*Material for the task*:
+ + + + +

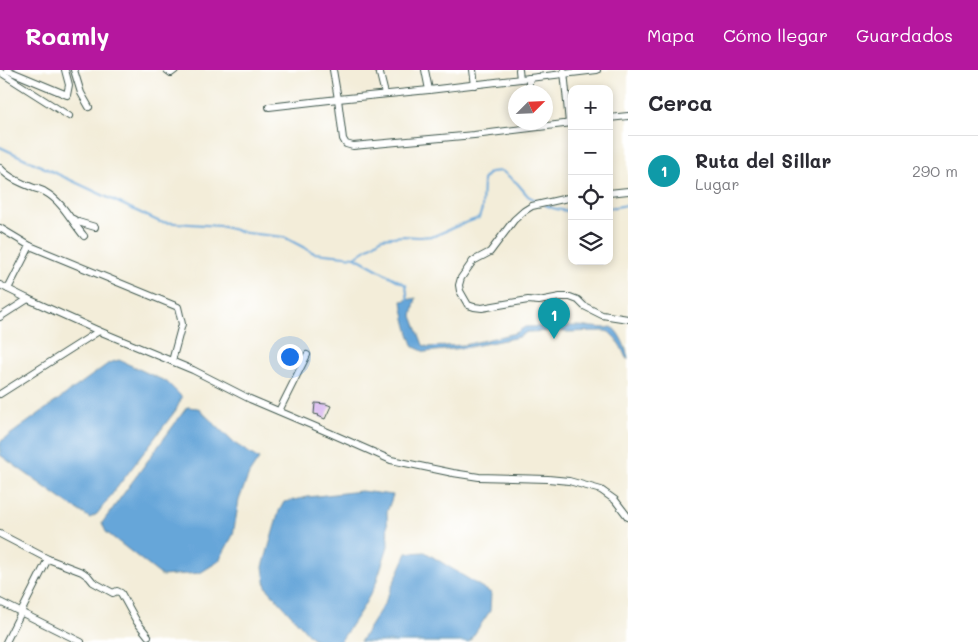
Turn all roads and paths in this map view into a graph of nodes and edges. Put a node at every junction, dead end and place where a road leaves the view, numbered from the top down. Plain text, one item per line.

+ + + + +

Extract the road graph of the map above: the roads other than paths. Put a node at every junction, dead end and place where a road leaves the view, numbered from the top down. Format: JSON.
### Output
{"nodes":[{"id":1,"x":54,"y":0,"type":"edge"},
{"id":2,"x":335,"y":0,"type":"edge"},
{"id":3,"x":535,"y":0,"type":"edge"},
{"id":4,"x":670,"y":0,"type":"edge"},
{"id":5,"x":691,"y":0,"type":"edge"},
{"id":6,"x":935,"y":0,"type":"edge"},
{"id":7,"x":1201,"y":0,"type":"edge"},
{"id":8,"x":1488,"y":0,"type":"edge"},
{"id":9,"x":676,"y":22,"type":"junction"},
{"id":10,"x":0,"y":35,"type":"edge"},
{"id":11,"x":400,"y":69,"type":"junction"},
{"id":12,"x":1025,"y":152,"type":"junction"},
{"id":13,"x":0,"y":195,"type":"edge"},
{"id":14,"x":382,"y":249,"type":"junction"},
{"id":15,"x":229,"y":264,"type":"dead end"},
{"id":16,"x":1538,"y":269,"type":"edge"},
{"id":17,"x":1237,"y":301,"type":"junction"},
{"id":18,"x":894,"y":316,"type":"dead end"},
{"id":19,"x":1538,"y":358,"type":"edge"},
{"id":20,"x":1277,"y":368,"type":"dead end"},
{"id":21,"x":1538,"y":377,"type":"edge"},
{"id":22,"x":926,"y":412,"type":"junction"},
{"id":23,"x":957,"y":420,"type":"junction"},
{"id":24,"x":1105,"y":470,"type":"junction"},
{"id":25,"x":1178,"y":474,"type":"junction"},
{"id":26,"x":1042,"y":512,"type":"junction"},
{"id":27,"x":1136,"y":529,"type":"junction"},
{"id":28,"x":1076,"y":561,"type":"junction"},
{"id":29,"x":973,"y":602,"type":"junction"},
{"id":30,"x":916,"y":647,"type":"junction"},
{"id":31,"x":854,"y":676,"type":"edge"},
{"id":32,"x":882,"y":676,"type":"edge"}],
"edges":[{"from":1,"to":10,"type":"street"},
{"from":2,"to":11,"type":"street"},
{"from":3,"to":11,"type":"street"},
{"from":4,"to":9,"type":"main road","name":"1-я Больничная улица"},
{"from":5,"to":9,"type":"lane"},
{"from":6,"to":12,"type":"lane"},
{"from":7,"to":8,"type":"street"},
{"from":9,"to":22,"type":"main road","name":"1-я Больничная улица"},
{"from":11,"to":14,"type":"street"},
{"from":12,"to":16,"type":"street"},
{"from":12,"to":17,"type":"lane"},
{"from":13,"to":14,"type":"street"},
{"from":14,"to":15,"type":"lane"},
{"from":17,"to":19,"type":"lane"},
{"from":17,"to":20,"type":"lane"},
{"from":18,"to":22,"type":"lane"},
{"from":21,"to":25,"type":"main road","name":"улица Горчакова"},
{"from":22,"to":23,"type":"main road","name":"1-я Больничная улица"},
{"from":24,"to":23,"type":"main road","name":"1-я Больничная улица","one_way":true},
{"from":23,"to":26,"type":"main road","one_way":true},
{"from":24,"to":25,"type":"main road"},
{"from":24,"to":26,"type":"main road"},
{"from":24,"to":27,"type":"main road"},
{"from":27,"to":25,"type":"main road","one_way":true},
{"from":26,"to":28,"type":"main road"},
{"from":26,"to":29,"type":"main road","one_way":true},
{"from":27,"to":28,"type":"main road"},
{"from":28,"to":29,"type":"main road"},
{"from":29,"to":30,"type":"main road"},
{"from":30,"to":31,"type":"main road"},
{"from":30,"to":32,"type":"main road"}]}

+ + + + +

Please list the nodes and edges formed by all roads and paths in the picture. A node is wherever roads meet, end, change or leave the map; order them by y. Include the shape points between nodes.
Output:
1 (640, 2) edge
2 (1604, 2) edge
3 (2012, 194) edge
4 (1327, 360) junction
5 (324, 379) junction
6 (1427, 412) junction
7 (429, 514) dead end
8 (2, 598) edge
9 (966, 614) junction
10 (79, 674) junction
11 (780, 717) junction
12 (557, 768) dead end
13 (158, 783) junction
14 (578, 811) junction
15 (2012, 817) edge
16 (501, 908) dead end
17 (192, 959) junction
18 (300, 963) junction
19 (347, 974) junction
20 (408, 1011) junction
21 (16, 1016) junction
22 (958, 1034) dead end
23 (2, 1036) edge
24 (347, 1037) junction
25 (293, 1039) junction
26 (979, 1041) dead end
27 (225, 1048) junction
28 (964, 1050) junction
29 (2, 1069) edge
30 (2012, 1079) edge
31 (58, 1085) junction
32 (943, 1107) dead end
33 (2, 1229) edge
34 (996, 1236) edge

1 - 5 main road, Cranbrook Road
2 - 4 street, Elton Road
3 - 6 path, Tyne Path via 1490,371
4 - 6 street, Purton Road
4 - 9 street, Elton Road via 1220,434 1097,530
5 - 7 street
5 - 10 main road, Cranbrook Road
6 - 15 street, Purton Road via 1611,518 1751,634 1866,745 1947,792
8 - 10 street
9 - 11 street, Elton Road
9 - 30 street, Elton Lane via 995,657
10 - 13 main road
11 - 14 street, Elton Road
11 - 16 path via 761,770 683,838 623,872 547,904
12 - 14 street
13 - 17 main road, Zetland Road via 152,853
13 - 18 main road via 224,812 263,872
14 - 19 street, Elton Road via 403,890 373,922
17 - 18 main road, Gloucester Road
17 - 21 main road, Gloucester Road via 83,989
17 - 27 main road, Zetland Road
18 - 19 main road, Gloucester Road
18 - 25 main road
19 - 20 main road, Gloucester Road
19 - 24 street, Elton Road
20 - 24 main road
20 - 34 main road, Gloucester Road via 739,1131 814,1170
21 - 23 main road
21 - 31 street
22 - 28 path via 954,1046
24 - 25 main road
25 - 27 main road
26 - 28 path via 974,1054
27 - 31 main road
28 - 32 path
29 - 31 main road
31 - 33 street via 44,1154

+ + + + +

*Exercise aim*: Nothing but the lines with "graph" should be returned, copied from the entries above.

*Final answer*:
Turn all roads and paths in this map view into a graph of nodes and edges. Put a node at every junction, dead end and place where a road leaves the view, numbered from the top down. Plain text, one item per line.
Extract the road graph of the map above: the roads other than paths. Put a node at every junction, dead end and place where a road leaves the view, numbered from the top down. Format: JSON.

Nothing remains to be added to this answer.